What is expected -> Pick out each line below containing "Noor".
Information given below:
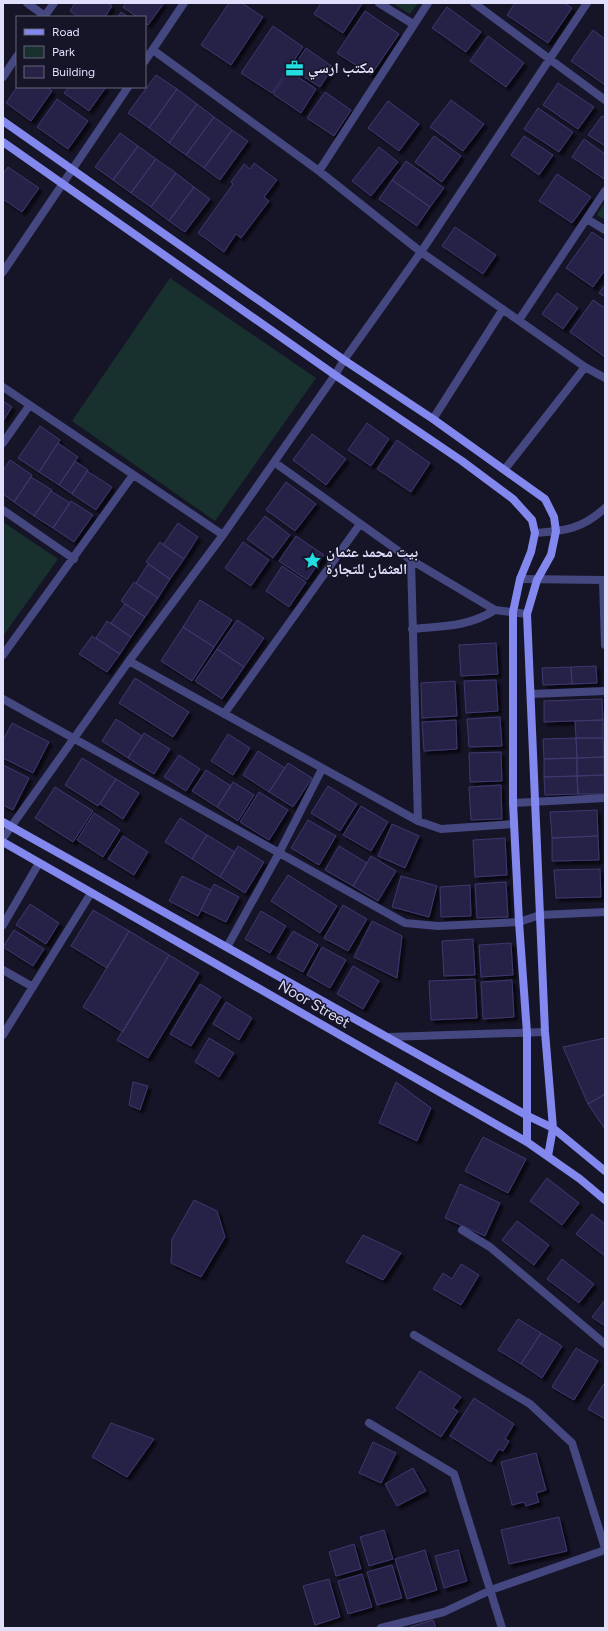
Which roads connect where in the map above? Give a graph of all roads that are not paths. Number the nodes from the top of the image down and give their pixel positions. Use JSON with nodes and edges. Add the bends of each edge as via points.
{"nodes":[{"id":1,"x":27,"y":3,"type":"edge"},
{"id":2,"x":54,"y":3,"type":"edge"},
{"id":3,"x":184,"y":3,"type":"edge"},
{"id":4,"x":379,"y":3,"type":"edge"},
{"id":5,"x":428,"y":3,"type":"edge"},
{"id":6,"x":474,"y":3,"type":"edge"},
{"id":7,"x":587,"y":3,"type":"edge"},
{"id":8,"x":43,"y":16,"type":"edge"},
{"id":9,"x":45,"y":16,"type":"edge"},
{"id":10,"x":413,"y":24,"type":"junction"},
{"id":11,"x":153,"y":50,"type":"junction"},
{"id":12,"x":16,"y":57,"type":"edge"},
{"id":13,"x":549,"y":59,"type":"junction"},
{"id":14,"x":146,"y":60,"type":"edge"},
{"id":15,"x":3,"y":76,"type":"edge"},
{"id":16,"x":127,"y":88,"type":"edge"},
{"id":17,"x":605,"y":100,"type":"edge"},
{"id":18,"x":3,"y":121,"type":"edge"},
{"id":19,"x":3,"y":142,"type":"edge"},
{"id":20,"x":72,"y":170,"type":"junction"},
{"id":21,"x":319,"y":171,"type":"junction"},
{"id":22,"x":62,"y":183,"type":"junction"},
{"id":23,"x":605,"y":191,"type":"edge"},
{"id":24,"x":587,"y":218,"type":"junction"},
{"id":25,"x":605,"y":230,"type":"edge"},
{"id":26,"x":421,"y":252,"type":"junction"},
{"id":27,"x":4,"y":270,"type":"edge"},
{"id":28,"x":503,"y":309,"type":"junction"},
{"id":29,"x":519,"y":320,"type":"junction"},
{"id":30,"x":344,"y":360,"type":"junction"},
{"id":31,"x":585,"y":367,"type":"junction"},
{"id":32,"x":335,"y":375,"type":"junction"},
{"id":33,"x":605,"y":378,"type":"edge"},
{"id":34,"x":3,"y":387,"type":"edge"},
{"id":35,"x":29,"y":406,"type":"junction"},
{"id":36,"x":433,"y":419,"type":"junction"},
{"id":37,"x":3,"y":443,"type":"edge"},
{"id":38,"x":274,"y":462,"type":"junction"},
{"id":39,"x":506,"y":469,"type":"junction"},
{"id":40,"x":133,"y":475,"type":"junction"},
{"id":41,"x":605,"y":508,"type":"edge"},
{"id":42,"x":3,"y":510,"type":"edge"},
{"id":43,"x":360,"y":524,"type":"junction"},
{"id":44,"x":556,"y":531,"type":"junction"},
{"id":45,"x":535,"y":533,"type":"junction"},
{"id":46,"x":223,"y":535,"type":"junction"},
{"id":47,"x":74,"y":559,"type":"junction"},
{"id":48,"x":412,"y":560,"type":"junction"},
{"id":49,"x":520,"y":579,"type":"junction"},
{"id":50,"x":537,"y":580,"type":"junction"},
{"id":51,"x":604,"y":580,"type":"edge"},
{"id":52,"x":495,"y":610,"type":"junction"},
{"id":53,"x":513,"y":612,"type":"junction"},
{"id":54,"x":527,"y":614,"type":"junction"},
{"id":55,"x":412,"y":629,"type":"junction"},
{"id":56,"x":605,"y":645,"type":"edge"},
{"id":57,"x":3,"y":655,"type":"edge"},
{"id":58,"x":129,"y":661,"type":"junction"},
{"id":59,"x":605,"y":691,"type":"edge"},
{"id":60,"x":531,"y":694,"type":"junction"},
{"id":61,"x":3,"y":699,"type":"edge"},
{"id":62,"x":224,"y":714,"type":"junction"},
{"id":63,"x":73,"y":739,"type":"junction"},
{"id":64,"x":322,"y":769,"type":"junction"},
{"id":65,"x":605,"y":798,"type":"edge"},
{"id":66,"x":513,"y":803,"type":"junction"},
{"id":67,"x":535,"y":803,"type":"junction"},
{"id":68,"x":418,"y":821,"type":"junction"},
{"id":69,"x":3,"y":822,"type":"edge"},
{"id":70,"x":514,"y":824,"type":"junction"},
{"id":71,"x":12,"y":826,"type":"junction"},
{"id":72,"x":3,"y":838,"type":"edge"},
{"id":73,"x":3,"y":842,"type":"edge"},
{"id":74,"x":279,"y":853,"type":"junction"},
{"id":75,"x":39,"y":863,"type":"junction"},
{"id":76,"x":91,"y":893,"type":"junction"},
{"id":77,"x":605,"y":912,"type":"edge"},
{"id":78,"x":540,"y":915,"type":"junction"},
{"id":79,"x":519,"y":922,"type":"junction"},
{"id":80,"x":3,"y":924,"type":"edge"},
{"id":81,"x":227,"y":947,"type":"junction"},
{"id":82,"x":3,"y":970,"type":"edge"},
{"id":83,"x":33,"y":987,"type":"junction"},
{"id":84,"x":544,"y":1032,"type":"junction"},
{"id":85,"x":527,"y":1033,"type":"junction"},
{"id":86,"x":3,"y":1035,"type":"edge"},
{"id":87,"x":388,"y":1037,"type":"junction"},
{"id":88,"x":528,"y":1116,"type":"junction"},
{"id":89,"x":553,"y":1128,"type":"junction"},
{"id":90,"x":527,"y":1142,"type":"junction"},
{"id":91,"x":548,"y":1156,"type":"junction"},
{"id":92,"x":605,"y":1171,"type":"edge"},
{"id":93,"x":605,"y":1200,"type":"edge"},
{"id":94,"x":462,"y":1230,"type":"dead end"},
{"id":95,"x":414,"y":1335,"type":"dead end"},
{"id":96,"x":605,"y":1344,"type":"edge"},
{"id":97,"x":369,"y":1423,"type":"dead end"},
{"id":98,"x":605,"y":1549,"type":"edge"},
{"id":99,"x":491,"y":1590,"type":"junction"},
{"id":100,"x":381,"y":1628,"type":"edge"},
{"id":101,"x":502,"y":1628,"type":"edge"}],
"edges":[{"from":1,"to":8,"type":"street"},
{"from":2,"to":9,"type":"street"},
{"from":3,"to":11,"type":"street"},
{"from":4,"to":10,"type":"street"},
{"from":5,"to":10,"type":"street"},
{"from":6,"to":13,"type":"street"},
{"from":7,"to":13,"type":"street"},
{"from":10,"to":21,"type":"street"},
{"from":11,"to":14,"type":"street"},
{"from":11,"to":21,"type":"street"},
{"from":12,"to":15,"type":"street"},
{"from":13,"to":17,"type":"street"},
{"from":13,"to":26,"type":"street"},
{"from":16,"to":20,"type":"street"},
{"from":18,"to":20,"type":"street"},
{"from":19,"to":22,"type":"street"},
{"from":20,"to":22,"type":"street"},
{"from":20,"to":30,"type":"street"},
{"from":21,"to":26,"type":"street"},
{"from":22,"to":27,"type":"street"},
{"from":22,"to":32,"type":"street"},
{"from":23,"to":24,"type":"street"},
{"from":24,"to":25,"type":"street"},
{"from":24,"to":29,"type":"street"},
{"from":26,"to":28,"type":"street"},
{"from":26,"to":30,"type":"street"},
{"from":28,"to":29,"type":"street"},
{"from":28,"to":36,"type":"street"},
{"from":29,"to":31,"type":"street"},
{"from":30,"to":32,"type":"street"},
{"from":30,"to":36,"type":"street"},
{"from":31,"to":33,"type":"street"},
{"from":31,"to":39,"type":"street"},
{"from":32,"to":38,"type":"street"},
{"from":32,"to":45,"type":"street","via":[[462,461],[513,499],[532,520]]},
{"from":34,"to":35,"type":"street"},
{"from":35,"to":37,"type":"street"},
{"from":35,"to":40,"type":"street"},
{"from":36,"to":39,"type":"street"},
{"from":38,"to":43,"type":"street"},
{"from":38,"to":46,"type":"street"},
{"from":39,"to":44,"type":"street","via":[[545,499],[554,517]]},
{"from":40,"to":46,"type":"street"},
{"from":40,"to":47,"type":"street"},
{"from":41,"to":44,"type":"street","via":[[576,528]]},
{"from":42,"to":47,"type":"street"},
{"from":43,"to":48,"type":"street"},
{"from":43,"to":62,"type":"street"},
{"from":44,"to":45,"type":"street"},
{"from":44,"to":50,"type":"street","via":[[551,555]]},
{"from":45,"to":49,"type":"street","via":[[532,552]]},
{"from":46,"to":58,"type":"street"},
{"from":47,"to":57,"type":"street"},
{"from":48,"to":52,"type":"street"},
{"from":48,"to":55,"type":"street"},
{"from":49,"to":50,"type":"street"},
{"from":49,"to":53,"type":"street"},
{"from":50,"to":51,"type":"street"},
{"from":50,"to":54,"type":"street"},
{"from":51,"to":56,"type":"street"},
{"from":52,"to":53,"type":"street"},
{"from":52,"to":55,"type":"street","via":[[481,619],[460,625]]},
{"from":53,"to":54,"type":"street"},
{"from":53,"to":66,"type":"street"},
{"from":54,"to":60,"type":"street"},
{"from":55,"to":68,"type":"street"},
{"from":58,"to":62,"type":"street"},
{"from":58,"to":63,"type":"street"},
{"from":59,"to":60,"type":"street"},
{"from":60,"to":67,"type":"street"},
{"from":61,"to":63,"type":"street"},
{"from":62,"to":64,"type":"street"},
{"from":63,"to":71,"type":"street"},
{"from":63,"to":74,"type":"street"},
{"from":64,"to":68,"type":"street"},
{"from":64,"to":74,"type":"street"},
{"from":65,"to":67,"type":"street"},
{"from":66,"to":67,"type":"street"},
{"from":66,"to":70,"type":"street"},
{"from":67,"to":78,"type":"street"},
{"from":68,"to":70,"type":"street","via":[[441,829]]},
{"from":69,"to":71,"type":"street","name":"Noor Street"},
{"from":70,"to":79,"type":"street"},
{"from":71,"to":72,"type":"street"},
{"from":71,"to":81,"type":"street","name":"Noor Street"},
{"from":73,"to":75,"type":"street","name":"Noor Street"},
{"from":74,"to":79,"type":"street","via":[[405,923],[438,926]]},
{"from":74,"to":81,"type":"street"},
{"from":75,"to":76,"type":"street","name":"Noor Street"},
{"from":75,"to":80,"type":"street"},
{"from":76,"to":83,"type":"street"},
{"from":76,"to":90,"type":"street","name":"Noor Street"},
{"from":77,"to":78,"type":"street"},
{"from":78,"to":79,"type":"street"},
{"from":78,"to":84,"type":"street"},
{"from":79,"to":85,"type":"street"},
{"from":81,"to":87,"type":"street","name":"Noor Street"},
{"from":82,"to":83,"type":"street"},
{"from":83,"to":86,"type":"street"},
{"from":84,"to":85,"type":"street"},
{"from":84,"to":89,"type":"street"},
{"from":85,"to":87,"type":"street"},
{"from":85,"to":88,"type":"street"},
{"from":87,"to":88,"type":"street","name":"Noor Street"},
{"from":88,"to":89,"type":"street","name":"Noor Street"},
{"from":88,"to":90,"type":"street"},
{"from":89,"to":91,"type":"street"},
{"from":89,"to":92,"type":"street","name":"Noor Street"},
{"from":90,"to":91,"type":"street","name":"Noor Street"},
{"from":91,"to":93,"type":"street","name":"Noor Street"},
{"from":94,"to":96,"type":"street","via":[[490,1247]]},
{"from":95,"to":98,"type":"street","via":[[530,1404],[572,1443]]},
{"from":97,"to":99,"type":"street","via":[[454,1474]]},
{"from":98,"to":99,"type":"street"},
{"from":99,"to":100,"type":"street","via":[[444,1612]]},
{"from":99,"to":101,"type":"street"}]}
End of Information given.
The answer ->
{"from":69,"to":71,"type":"street","name":"Noor Street"},
{"from":71,"to":81,"type":"street","name":"Noor Street"},
{"from":73,"to":75,"type":"street","name":"Noor Street"},
{"from":75,"to":76,"type":"street","name":"Noor Street"},
{"from":76,"to":90,"type":"street","name":"Noor Street"},
{"from":81,"to":87,"type":"street","name":"Noor Street"},
{"from":87,"to":88,"type":"street","name":"Noor Street"},
{"from":88,"to":89,"type":"street","name":"Noor Street"},
{"from":89,"to":92,"type":"street","name":"Noor Street"},
{"from":90,"to":91,"type":"street","name":"Noor Street"},
{"from":91,"to":93,"type":"street","name":"Noor Street"},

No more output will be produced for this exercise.